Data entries

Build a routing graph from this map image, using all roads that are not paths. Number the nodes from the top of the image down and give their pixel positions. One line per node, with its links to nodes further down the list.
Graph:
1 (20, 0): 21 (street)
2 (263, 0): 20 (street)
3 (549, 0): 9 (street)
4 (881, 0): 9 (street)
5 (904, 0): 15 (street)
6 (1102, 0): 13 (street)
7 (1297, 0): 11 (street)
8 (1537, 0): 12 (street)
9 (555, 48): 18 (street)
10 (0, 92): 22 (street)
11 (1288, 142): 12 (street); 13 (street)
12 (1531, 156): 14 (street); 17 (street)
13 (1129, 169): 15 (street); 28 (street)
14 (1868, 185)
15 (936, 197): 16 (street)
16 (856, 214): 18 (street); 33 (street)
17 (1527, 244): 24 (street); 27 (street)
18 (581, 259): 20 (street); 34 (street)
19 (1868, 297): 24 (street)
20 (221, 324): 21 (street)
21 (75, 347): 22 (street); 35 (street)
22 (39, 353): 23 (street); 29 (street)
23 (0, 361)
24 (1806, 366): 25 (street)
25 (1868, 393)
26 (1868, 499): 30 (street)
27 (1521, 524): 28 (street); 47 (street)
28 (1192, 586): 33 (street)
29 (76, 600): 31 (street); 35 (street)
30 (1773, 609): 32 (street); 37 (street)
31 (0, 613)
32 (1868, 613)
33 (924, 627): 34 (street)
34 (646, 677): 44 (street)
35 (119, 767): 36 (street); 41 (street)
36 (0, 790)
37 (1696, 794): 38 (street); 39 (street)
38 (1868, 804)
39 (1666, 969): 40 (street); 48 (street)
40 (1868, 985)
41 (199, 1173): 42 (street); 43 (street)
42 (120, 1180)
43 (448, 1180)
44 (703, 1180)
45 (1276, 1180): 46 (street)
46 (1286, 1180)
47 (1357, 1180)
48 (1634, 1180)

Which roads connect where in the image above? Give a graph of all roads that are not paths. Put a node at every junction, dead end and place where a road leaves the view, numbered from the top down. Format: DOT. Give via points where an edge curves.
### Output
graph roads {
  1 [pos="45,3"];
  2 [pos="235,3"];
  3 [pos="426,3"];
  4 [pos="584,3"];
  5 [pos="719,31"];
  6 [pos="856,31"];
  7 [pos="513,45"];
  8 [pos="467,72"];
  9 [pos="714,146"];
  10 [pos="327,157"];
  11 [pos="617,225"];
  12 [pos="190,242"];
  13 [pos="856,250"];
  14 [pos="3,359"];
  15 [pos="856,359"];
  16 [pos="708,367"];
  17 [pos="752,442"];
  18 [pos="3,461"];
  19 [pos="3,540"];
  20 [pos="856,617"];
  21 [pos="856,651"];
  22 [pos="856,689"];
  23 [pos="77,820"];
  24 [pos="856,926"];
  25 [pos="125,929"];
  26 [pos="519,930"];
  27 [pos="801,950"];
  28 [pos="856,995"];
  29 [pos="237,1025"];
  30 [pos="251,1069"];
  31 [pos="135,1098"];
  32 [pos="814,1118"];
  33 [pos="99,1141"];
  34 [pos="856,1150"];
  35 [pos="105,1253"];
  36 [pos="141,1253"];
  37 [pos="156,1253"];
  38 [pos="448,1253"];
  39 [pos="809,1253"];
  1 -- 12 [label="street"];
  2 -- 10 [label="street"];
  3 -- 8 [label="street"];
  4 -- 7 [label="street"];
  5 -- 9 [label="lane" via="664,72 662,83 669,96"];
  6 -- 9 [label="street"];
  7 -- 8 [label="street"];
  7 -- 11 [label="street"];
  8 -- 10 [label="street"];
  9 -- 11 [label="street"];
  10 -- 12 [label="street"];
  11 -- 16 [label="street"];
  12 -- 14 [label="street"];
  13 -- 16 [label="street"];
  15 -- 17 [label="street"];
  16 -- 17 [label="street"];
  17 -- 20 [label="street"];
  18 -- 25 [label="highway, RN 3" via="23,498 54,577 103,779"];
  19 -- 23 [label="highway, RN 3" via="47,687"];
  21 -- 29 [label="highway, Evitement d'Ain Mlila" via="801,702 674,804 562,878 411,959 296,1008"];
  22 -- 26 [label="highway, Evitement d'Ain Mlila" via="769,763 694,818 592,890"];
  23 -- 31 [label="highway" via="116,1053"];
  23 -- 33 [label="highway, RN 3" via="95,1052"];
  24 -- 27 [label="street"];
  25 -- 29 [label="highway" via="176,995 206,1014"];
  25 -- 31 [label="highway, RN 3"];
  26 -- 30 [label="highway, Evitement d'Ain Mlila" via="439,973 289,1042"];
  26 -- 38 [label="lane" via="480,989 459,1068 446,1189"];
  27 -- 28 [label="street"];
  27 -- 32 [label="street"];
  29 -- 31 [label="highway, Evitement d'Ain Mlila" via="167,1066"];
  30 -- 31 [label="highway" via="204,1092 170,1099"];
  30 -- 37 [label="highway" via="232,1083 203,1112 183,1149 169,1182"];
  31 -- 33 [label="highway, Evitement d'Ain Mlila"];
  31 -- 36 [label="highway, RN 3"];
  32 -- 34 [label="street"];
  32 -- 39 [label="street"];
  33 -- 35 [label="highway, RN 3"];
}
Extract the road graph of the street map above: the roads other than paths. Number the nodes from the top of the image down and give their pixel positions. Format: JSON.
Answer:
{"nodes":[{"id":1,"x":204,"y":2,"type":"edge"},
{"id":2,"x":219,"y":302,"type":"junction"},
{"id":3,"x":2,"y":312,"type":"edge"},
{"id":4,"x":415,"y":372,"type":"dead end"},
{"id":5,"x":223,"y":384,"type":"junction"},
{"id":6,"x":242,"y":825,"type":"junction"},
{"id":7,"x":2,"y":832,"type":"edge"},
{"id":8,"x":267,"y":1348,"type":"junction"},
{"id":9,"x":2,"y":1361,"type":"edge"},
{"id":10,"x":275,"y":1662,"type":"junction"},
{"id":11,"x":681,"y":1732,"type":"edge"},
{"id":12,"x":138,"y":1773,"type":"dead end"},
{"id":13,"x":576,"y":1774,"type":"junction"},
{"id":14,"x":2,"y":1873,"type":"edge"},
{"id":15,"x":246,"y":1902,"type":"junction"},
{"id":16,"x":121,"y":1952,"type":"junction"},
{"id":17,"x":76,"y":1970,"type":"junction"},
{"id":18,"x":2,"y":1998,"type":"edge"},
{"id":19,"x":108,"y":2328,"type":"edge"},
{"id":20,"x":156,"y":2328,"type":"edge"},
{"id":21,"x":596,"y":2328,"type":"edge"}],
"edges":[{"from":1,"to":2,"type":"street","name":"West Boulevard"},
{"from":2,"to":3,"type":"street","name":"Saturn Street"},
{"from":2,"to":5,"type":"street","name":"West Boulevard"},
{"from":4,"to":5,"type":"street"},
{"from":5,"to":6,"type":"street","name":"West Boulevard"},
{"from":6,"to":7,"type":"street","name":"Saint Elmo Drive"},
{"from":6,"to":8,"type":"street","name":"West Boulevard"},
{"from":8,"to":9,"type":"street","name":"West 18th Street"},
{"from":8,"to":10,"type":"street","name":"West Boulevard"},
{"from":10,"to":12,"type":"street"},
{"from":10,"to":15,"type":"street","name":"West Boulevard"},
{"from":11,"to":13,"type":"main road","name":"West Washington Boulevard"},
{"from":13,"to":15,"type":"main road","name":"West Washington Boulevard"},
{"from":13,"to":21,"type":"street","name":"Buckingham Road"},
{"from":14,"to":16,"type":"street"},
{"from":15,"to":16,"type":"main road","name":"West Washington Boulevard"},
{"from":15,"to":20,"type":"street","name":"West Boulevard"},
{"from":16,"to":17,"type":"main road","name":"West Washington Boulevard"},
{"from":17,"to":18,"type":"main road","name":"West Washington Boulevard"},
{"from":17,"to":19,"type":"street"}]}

§ **Try it**
The response should consist of every record above, reproduced exactly.

§ **Answer to the problem**
Build a routing graph from this map image, using all roads that are not paths. Number the nodes from the top of the image down and give their pixel positions. One line per node, with its links to nodes further down the list.
Graph:
1 (20, 0): 21 (street)
2 (263, 0): 20 (street)
3 (549, 0): 9 (street)
4 (881, 0): 9 (street)
5 (904, 0): 15 (street)
6 (1102, 0): 13 (street)
7 (1297, 0): 11 (street)
8 (1537, 0): 12 (street)
9 (555, 48): 18 (street)
10 (0, 92): 22 (street)
11 (1288, 142): 12 (street); 13 (street)
12 (1531, 156): 14 (street); 17 (street)
13 (1129, 169): 15 (street); 28 (street)
14 (1868, 185)
15 (936, 197): 16 (street)
16 (856, 214): 18 (street); 33 (street)
17 (1527, 244): 24 (street); 27 (street)
18 (581, 259): 20 (street); 34 (street)
19 (1868, 297): 24 (street)
20 (221, 324): 21 (street)
21 (75, 347): 22 (street); 35 (street)
22 (39, 353): 23 (street); 29 (street)
23 (0, 361)
24 (1806, 366): 25 (street)
25 (1868, 393)
26 (1868, 499): 30 (street)
27 (1521, 524): 28 (street); 47 (street)
28 (1192, 586): 33 (street)
29 (76, 600): 31 (street); 35 (street)
30 (1773, 609): 32 (street); 37 (street)
31 (0, 613)
32 (1868, 613)
33 (924, 627): 34 (street)
34 (646, 677): 44 (street)
35 (119, 767): 36 (street); 41 (street)
36 (0, 790)
37 (1696, 794): 38 (street); 39 (street)
38 (1868, 804)
39 (1666, 969): 40 (street); 48 (street)
40 (1868, 985)
41 (199, 1173): 42 (street); 43 (street)
42 (120, 1180)
43 (448, 1180)
44 (703, 1180)
45 (1276, 1180): 46 (street)
46 (1286, 1180)
47 (1357, 1180)
48 (1634, 1180)

Which roads connect where in the image above? Give a graph of all roads that are not paths. Put a node at every junction, dead end and place where a road leaves the view, numbered from the top down. Format: DOT. Give via points where an edge curves.
### Output
graph roads {
  1 [pos="45,3"];
  2 [pos="235,3"];
  3 [pos="426,3"];
  4 [pos="584,3"];
  5 [pos="719,31"];
  6 [pos="856,31"];
  7 [pos="513,45"];
  8 [pos="467,72"];
  9 [pos="714,146"];
  10 [pos="327,157"];
  11 [pos="617,225"];
  12 [pos="190,242"];
  13 [pos="856,250"];
  14 [pos="3,359"];
  15 [pos="856,359"];
  16 [pos="708,367"];
  17 [pos="752,442"];
  18 [pos="3,461"];
  19 [pos="3,540"];
  20 [pos="856,617"];
  21 [pos="856,651"];
  22 [pos="856,689"];
  23 [pos="77,820"];
  24 [pos="856,926"];
  25 [pos="125,929"];
  26 [pos="519,930"];
  27 [pos="801,950"];
  28 [pos="856,995"];
  29 [pos="237,1025"];
  30 [pos="251,1069"];
  31 [pos="135,1098"];
  32 [pos="814,1118"];
  33 [pos="99,1141"];
  34 [pos="856,1150"];
  35 [pos="105,1253"];
  36 [pos="141,1253"];
  37 [pos="156,1253"];
  38 [pos="448,1253"];
  39 [pos="809,1253"];
  1 -- 12 [label="street"];
  2 -- 10 [label="street"];
  3 -- 8 [label="street"];
  4 -- 7 [label="street"];
  5 -- 9 [label="lane" via="664,72 662,83 669,96"];
  6 -- 9 [label="street"];
  7 -- 8 [label="street"];
  7 -- 11 [label="street"];
  8 -- 10 [label="street"];
  9 -- 11 [label="street"];
  10 -- 12 [label="street"];
  11 -- 16 [label="street"];
  12 -- 14 [label="street"];
  13 -- 16 [label="street"];
  15 -- 17 [label="street"];
  16 -- 17 [label="street"];
  17 -- 20 [label="street"];
  18 -- 25 [label="highway, RN 3" via="23,498 54,577 103,779"];
  19 -- 23 [label="highway, RN 3" via="47,687"];
  21 -- 29 [label="highway, Evitement d'Ain Mlila" via="801,702 674,804 562,878 411,959 296,1008"];
  22 -- 26 [label="highway, Evitement d'Ain Mlila" via="769,763 694,818 592,890"];
  23 -- 31 [label="highway" via="116,1053"];
  23 -- 33 [label="highway, RN 3" via="95,1052"];
  24 -- 27 [label="street"];
  25 -- 29 [label="highway" via="176,995 206,1014"];
  25 -- 31 [label="highway, RN 3"];
  26 -- 30 [label="highway, Evitement d'Ain Mlila" via="439,973 289,1042"];
  26 -- 38 [label="lane" via="480,989 459,1068 446,1189"];
  27 -- 28 [label="street"];
  27 -- 32 [label="street"];
  29 -- 31 [label="highway, Evitement d'Ain Mlila" via="167,1066"];
  30 -- 31 [label="highway" via="204,1092 170,1099"];
  30 -- 37 [label="highway" via="232,1083 203,1112 183,1149 169,1182"];
  31 -- 33 [label="highway, Evitement d'Ain Mlila"];
  31 -- 36 [label="highway, RN 3"];
  32 -- 34 [label="street"];
  32 -- 39 [label="street"];
  33 -- 35 [label="highway, RN 3"];
}
Extract the road graph of the street map above: the roads other than paths. Number the nodes from the top of the image down and give their pixel positions. Format: JSON.
Answer:
{"nodes":[{"id":1,"x":204,"y":2,"type":"edge"},
{"id":2,"x":219,"y":302,"type":"junction"},
{"id":3,"x":2,"y":312,"type":"edge"},
{"id":4,"x":415,"y":372,"type":"dead end"},
{"id":5,"x":223,"y":384,"type":"junction"},
{"id":6,"x":242,"y":825,"type":"junction"},
{"id":7,"x":2,"y":832,"type":"edge"},
{"id":8,"x":267,"y":1348,"type":"junction"},
{"id":9,"x":2,"y":1361,"type":"edge"},
{"id":10,"x":275,"y":1662,"type":"junction"},
{"id":11,"x":681,"y":1732,"type":"edge"},
{"id":12,"x":138,"y":1773,"type":"dead end"},
{"id":13,"x":576,"y":1774,"type":"junction"},
{"id":14,"x":2,"y":1873,"type":"edge"},
{"id":15,"x":246,"y":1902,"type":"junction"},
{"id":16,"x":121,"y":1952,"type":"junction"},
{"id":17,"x":76,"y":1970,"type":"junction"},
{"id":18,"x":2,"y":1998,"type":"edge"},
{"id":19,"x":108,"y":2328,"type":"edge"},
{"id":20,"x":156,"y":2328,"type":"edge"},
{"id":21,"x":596,"y":2328,"type":"edge"}],
"edges":[{"from":1,"to":2,"type":"street","name":"West Boulevard"},
{"from":2,"to":3,"type":"street","name":"Saturn Street"},
{"from":2,"to":5,"type":"street","name":"West Boulevard"},
{"from":4,"to":5,"type":"street"},
{"from":5,"to":6,"type":"street","name":"West Boulevard"},
{"from":6,"to":7,"type":"street","name":"Saint Elmo Drive"},
{"from":6,"to":8,"type":"street","name":"West Boulevard"},
{"from":8,"to":9,"type":"street","name":"West 18th Street"},
{"from":8,"to":10,"type":"street","name":"West Boulevard"},
{"from":10,"to":12,"type":"street"},
{"from":10,"to":15,"type":"street","name":"West Boulevard"},
{"from":11,"to":13,"type":"main road","name":"West Washington Boulevard"},
{"from":13,"to":15,"type":"main road","name":"West Washington Boulevard"},
{"from":13,"to":21,"type":"street","name":"Buckingham Road"},
{"from":14,"to":16,"type":"street"},
{"from":15,"to":16,"type":"main road","name":"West Washington Boulevard"},
{"from":15,"to":20,"type":"street","name":"West Boulevard"},
{"from":16,"to":17,"type":"main road","name":"West Washington Boulevard"},
{"from":17,"to":18,"type":"main road","name":"West Washington Boulevard"},
{"from":17,"to":19,"type":"street"}]}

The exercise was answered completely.